As consequências da morte de Bruno

O suplício de Giordano Bruno em 1600, seguido do julgamento de Galileu em 1616 (mais tarde renovado por um segundo julgamento e pela abjuração de 1633, onde condenaram-no à prisão domiciliar até a sua morte em 1642), provocou, desde então, uma irreparável desconfiança da ciência para com a religião. Para a Itália esta posição da Igreja Católica foi desastrosa. Os sábios da península, que até então lideravam o movimento científico europeu, ao sentirem-se intimidados pela fogueira da Inquisição, perderam a primazia do conhecimento. Esta se transferiu para os que viviam nos países da Igreja Reformada. Descartes, por exemplo, o grande filósofo e cientista francês, quando soube da abjuração forçada de Galileu, mudou-se em definitivo de Paris, capital de um país papista, para a Holanda reformada. A obra de Bruno, por sua vez, só foi retirada do Index dos livros proibidos aos católicos em 1948.

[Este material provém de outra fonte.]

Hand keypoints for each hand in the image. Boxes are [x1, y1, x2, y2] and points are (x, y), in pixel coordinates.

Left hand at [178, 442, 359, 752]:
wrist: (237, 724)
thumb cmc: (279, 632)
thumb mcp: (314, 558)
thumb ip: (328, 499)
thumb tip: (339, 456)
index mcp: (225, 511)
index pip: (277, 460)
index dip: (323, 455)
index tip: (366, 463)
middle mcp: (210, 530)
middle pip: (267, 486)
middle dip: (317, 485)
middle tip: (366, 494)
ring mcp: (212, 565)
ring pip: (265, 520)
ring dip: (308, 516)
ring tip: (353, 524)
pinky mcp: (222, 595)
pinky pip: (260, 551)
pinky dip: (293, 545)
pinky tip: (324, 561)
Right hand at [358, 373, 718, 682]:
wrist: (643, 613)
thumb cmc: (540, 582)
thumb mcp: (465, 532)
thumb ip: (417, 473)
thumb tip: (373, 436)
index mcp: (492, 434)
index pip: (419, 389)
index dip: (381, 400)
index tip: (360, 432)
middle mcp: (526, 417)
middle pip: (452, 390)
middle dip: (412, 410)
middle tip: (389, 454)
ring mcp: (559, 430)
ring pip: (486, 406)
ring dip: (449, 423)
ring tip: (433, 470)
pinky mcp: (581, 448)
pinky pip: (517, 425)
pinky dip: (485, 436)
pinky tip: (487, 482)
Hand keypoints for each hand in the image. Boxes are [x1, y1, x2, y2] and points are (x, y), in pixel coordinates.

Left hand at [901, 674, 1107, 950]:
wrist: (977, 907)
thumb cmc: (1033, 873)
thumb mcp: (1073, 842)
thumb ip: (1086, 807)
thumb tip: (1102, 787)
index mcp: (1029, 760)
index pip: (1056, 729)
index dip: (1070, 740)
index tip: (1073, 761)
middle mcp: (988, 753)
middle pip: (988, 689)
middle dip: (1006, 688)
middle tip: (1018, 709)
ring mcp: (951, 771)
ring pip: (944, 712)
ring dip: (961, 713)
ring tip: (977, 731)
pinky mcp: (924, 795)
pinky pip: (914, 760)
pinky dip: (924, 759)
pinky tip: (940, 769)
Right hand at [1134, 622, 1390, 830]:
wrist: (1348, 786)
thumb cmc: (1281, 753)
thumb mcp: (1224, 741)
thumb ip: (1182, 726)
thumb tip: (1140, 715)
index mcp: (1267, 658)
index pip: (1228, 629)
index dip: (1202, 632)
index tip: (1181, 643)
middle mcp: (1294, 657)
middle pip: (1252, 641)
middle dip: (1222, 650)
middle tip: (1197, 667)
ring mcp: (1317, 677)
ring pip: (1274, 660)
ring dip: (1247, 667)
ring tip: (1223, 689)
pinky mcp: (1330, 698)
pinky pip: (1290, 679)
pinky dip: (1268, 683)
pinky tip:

Um medo sombrio pairou sobre as ações da Igreja Católica. Viram-na como uma instituição capaz de perseguir os doutos e os sábios, caso eles questionassem o Alto Clero e a burocracia papal. Imagem negativa que perdurou até recentemente, quando o Papa João Paulo II desculpou-se pela infelicidade do processo contra Galileu, reabilitando-o em 1992. Porém, até o momento, o Pontificam Consilium Cultura que reabilitou Johann Huss e Galileu, ainda não tomou uma decisão favorável a Giordano Bruno. A Igreja Católica só deplorou a execução, mas não os motivos da sua condenação.